Co-location of low-cost renewables with low-cost oil and gas is key
The world’s need for sustainable energy is set to change the landscape of the oil and gas industry, increasingly intertwining it with renewables.
Therefore, the upstream industry of the 2030s and beyond, must focus on where its synergies with new energies are strongest, says a report by Wood Mackenzie that spotlights future energy super basins.
The report says only about half of the traditional super basins are future-fit for the purpose and Saudi Arabia’s Rub Al Khali is one of them.
Energy super basins of the future must fulfill three key criteria - abundant resources, access to low-cost renewables and hub-scale carbon capture and storage (CCS) opportunities.
With some basins set to be left behind, the industry will become even more concentrated in its top basins. At the same time, upstream strategies will increasingly merge with low-carbon businesses.
The key here is the co-location of low-cost renewables with low-cost oil and gas so that surplus renewables can also be fed into the grid as part of the overall energy system.
For example, The US Gulf Coast and Permian basins are both energy super basins.
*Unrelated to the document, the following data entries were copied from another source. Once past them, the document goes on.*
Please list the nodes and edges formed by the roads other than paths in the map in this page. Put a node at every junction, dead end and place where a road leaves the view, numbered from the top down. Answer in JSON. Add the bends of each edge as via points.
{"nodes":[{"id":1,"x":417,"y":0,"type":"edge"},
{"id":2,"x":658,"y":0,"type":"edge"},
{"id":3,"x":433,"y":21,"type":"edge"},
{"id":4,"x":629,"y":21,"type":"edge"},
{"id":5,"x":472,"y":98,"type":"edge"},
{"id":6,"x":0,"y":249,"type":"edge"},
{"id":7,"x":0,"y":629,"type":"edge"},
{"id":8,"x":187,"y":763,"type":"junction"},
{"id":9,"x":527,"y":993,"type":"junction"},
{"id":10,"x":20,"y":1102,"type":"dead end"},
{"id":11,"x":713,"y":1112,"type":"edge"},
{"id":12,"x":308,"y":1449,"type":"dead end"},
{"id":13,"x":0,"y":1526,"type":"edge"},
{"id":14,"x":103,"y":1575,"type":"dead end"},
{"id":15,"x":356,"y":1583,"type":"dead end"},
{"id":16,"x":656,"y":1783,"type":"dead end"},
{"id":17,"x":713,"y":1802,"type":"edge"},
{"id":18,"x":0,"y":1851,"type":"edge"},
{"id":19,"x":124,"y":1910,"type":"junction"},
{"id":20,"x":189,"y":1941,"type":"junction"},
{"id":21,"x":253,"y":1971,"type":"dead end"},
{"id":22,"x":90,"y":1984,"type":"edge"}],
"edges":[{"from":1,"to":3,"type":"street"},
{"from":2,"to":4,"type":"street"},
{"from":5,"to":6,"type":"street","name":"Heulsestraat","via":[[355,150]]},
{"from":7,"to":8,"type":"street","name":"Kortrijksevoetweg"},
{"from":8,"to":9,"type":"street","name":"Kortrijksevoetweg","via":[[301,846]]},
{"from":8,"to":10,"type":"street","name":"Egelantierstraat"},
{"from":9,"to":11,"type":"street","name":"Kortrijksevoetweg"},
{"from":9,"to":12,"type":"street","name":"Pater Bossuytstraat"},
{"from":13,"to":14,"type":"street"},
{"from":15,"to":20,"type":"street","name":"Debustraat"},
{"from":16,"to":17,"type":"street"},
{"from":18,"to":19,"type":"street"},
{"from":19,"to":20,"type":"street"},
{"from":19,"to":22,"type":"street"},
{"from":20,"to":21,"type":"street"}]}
Both offer plentiful clean electricity from excellent solar power potential and additional renewables from wind.
The report mentioned decarbonising the upstream as the industry’s most pressing sustainability task.
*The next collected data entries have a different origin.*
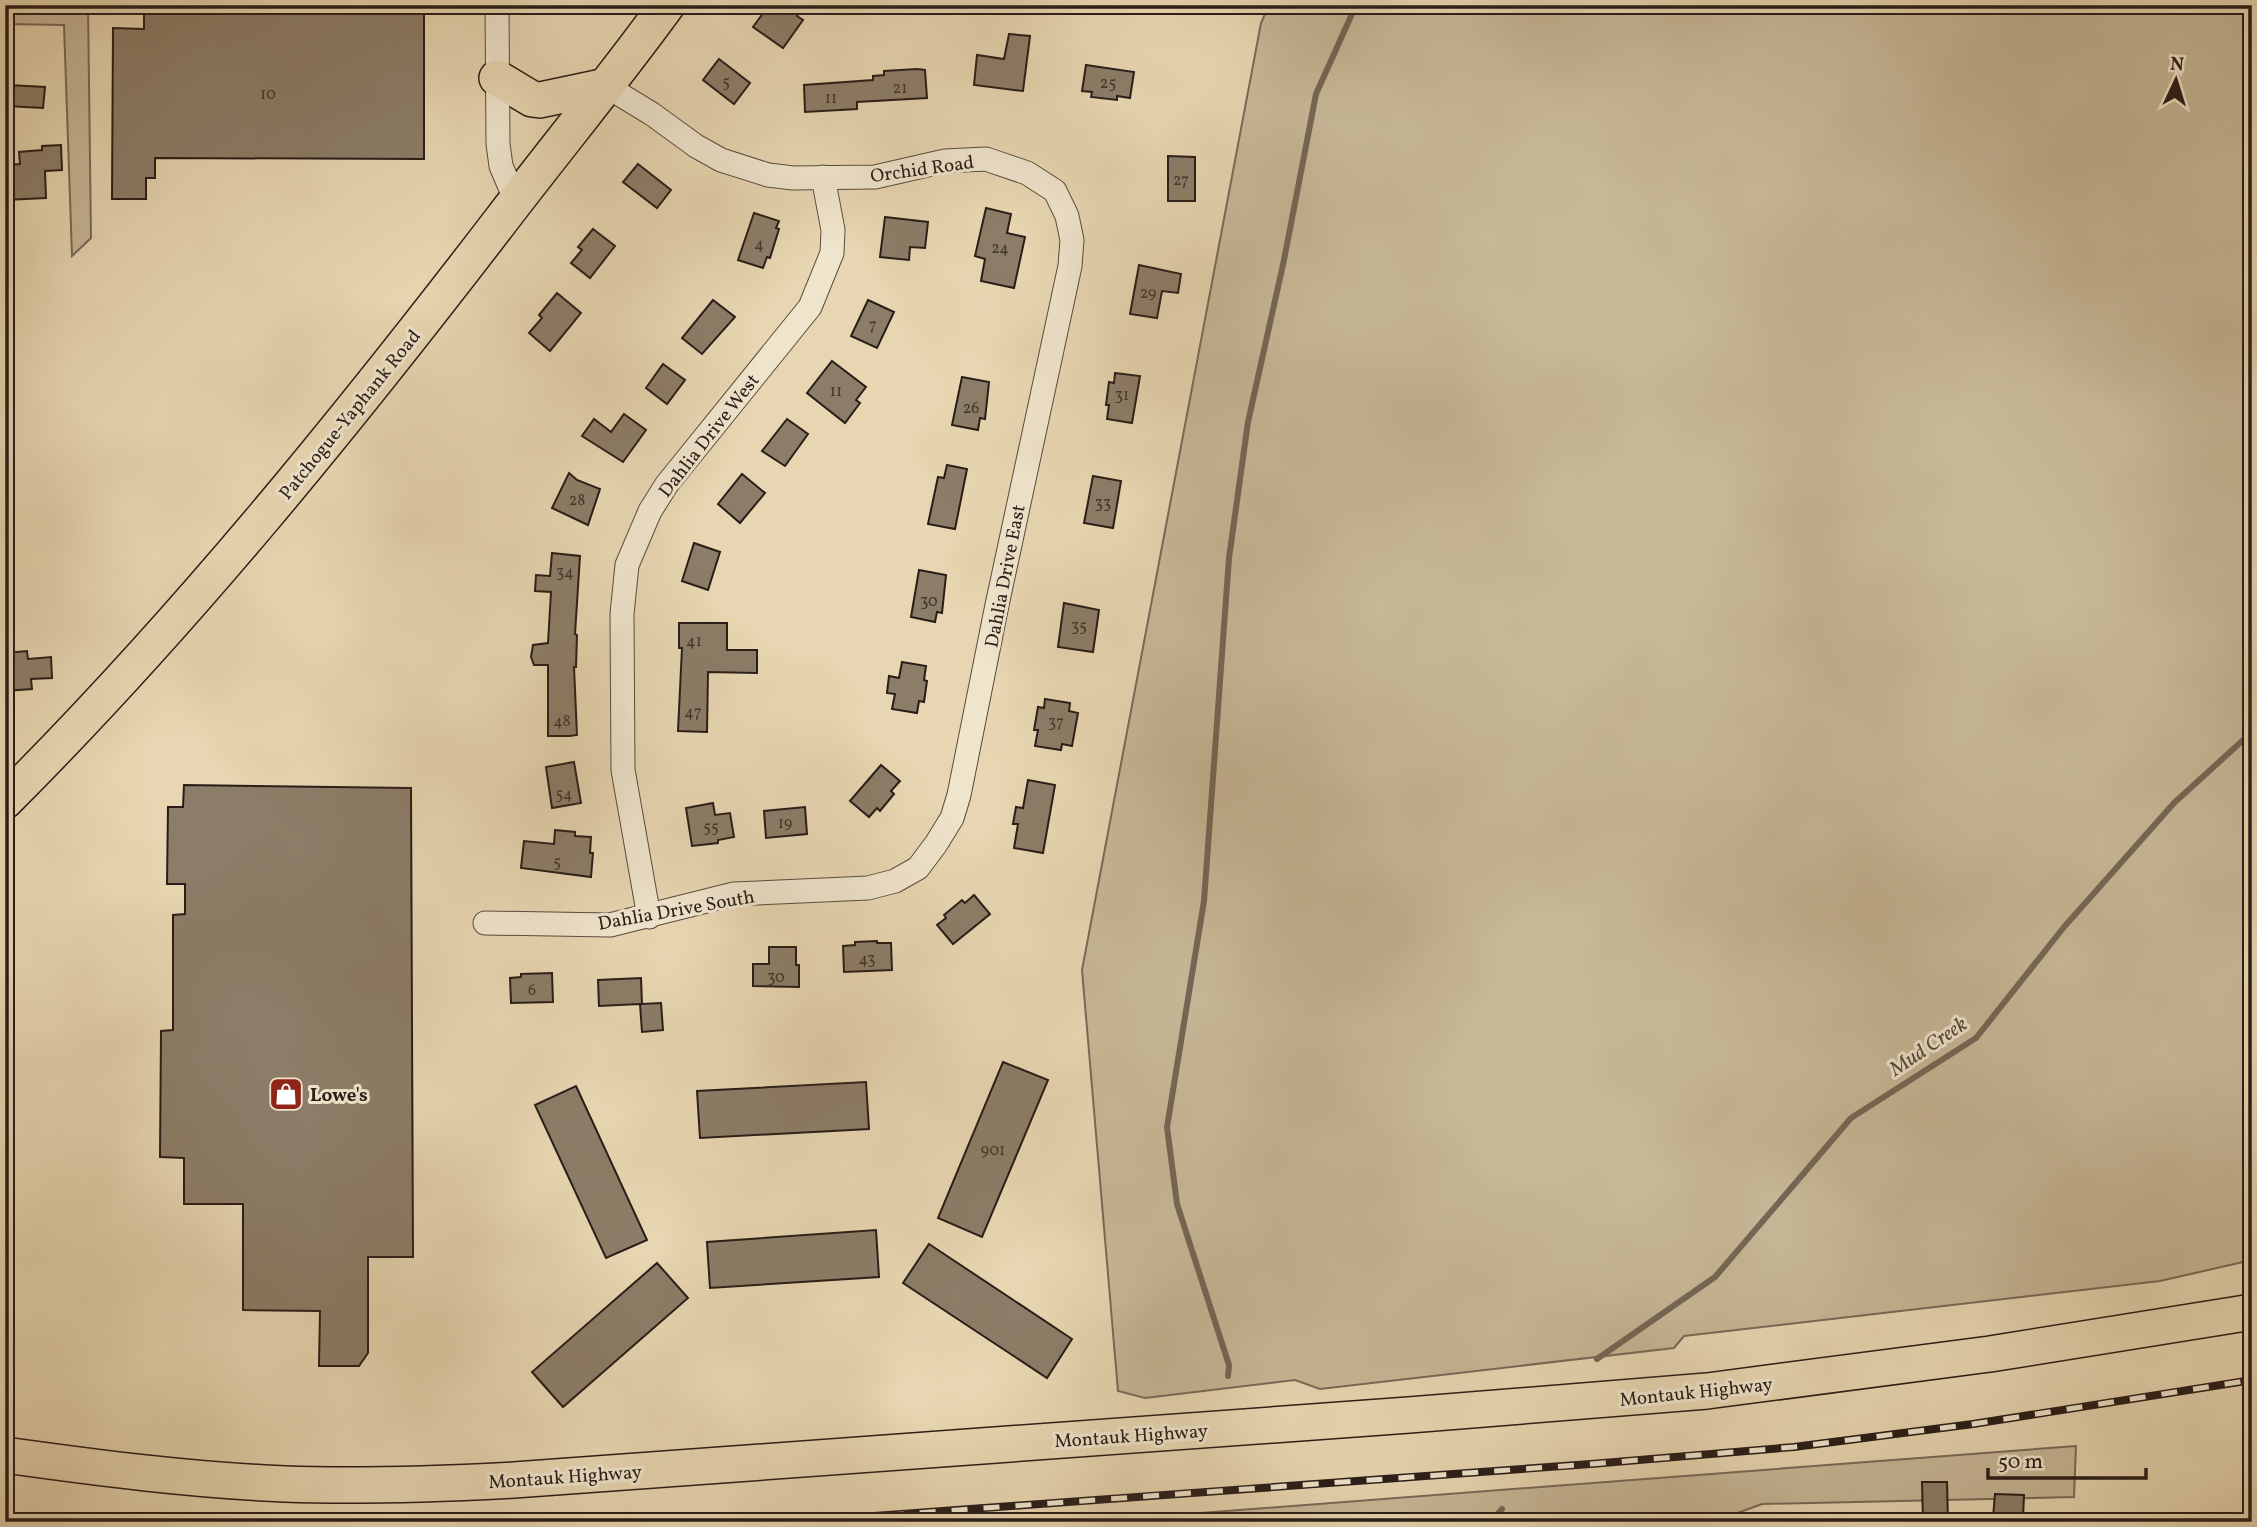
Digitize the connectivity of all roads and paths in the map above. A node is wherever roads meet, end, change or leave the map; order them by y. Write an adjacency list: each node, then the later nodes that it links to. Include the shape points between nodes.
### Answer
1 (497, 5): 3 (street)
2 (667, 5): 4 (main road, Patchogue-Yaphank Road)
3 (497, 78): 4 (main road, via 540,100); 6 (street, via 501,166)
4 (606, 86): 5 (street, Orchid Road, via 721,160 768,175); 6 (main road, Patchogue-Yaphank Road)
5 (823, 177): 7 (street, Orchid Road, via 875,177 945,161 986,159 1027,173 1055,191 1067,216 1072,240); 10 (street, Dahlia Drive West, via 833,230 832,253 810,307 667,484 650,510 627,565 622,614 623,770)
6 (516, 201): 8 (main road, Patchogue-Yaphank Road, via 244,542)
7 (1061, 304): 9 (street, Dahlia Drive East, via 960,794)
8 (5, 801)
9 (936, 844): 10 (street, Dahlia Drive South, via 918,868 895,881 868,888 734,894)
10 (649, 917): 11 (street, Dahlia Drive South, via 610,925)
11 (485, 923)
12 (2252, 1311): 13 (main road, Montauk Highway, via 1990,1354 1707,1391 514,1480 286,1484)
13 (5, 1455)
Scope 3 emissions, which include those from the upstream, can be reduced directly by cutting production or indirectly via sequestration or offsets, and CCS is the most promising sequestration technology.
The report expects global CCS capacity to grow to between 2 billion tonnes per annum (Btpa) and 6 Btpa by 2050.
This growth will come mainly from countries that will have hub-scale emissions sources available close to subsurface storage options.